No los disculpo, ni los perdono, ni los absuelvo. Cuando los juzgo, sin embargo (porque todos juzgamos, de puertas para dentro de nuestra conciencia o de puertas para fuera, ya que no hay mayor mentira ni mayor inmodestia que la del escritor que afirma no juzgar, claro que se juzga, claro que se toma partido y se condena o salva a todos aquellos sobre quienes hablamos, por el simple hecho de hablar sobre ellos o de relegarlos al silencio), cuando reflexiono acerca de todos esos padres, me producen una remota ternura secreta e irracional. Por ser padres, y por ser padres del fútbol.

Comprendo el vínculo ancestral y telúrico que los ata a sus hijos, por el hecho de la paternidad y por el hecho del fútbol también. Porque las razones finales del fútbol son telúricas y ancestrales, como todo lo deportivo. Jugamos al fútbol por las oscuras e inexplicables razones del cuerpo, que no puede estarse quieto, que necesita correr, que necesita escalar montañas, cruzar lagos a nado, saltar de un extremo al otro del abismo, ponerse a prueba, sudar, agotarse, medirse en el esfuerzo, ponerse en peligro incluso. El animal bípedo que somos camina erguido, como dijo un filósofo, porque está destinado a las alturas, las físicas y las morales, está destinado a salir de casa y perderse por el mundo.

Comprendo el desesperado anhelo que origina, en el fondo, el comportamiento de todos esos padres. Ellos no lo saben, por regla general.

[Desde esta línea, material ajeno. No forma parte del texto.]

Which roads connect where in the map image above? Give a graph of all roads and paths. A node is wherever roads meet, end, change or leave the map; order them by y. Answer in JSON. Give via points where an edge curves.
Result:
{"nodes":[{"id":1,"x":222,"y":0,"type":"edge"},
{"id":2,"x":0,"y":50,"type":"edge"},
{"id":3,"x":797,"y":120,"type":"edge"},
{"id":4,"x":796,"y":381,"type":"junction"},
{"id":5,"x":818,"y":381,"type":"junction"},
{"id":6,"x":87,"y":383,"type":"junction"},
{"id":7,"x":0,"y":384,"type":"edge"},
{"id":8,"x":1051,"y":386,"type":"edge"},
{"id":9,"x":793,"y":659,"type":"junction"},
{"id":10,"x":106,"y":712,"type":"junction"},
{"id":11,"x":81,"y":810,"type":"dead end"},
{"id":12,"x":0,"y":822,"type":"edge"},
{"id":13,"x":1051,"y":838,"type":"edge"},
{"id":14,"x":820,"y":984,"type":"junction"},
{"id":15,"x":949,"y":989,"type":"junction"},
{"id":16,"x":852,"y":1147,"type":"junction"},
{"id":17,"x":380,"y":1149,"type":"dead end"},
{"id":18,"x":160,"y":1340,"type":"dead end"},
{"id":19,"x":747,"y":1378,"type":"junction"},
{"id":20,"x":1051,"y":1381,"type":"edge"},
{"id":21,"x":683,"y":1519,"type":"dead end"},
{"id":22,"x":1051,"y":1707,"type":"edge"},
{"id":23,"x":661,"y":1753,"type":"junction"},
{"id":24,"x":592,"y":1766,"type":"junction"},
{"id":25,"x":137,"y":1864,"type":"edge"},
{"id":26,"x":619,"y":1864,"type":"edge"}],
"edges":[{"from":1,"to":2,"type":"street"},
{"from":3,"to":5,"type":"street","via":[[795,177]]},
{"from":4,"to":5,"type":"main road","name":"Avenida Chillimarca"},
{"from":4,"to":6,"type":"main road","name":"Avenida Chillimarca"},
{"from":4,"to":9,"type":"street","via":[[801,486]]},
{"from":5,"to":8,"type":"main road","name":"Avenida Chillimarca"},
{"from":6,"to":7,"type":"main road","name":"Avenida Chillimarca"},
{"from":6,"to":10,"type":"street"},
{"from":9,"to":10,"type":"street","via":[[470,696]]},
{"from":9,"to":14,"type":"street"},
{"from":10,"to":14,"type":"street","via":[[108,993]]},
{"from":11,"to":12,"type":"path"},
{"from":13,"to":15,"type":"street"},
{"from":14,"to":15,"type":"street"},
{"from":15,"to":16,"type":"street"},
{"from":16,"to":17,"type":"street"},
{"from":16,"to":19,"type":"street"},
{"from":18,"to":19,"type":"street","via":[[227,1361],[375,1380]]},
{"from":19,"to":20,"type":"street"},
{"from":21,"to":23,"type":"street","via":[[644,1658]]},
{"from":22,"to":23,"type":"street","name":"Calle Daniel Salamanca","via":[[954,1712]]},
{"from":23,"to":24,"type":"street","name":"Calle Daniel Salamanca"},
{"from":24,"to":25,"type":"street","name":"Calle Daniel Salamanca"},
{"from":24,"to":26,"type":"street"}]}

Pero no importa, porque lo sé yo, y ahora se lo cuento. No van a leer esta hipótesis indemostrable, pero tampoco importa, porque aquí queda escrita, y si algo está escrito en alguna parte resuena en el universo y se traslada por ciencia infusa a la humanidad, con el aire, sobre las nubes, con el vuelo de los insectos, como si se tratase de una misteriosa polinización de las palabras.

Su desesperación inconfesable tiene que ver con el deseo profundo de que sus hijos no crezcan, de que sigan siendo por siempre niños, a su cuidado, cerca de ellos. El amor entre padres e hijos está fundamentado en el terror que los padres tienen al paso del tiempo. La cadena que los une con la mayor de las fuerzas se cifra en el miedo soberano del hombre: el miedo al tiempo, que es el miedo a la decrepitud y la muerte.

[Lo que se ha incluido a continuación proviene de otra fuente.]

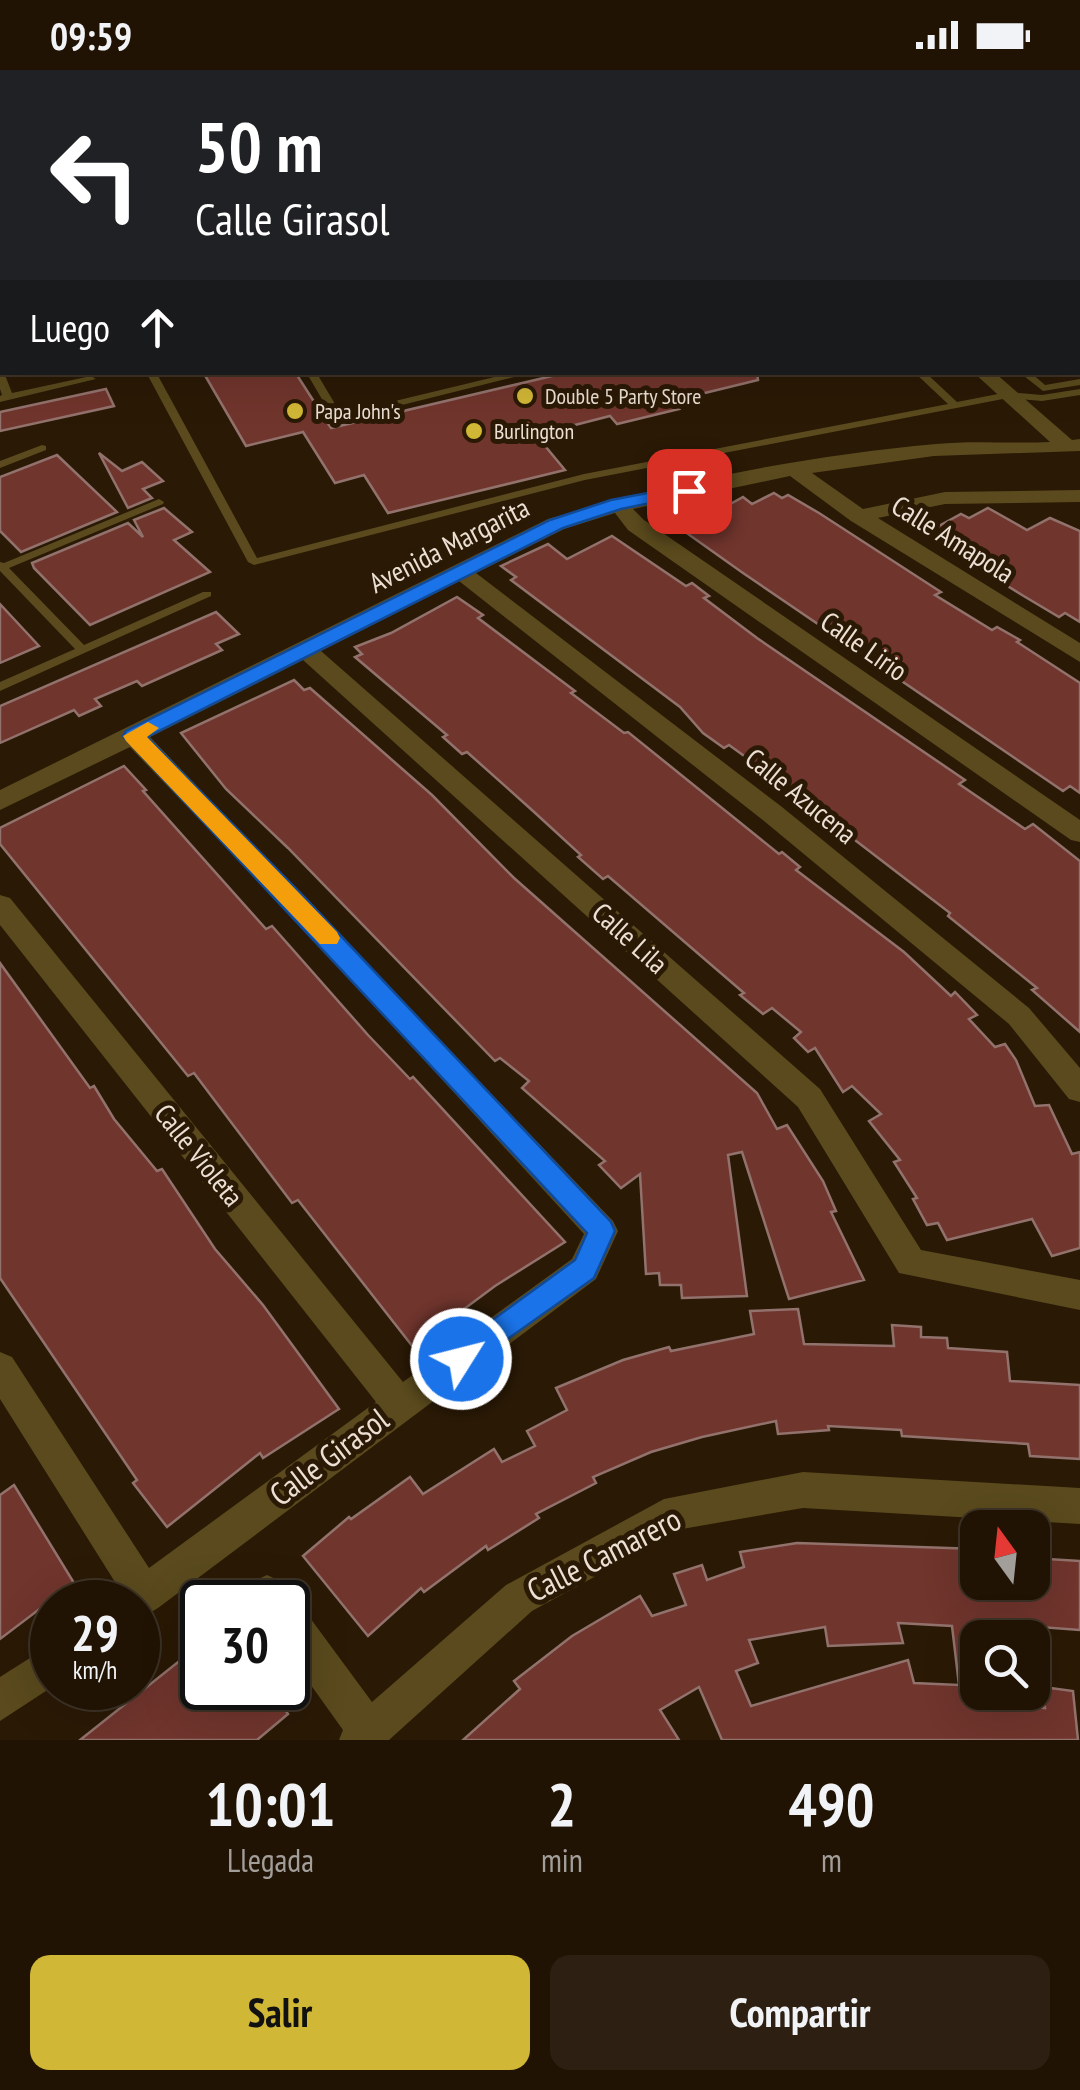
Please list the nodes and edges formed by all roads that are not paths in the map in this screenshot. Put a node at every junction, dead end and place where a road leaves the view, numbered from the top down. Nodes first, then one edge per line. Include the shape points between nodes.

Los padres que gritan exacerbados por lo que consideran un error arbitral (y no deberían hacerlo nunca) están aterrados de sí mismos y de sus hijos, de la certeza de que se les está escapando el tiempo, de que sus hijos se escapan de ellos a través de las horas, los días y los años.

Ellos no lo saben. Pero yo se lo cuento aquí, lo dejo en el aire, para que algo misterioso empuje las verdaderas razones de lo que hacen hasta su oído, para que se polinice su conciencia con el zumbido de estas palabras que no leerán nunca.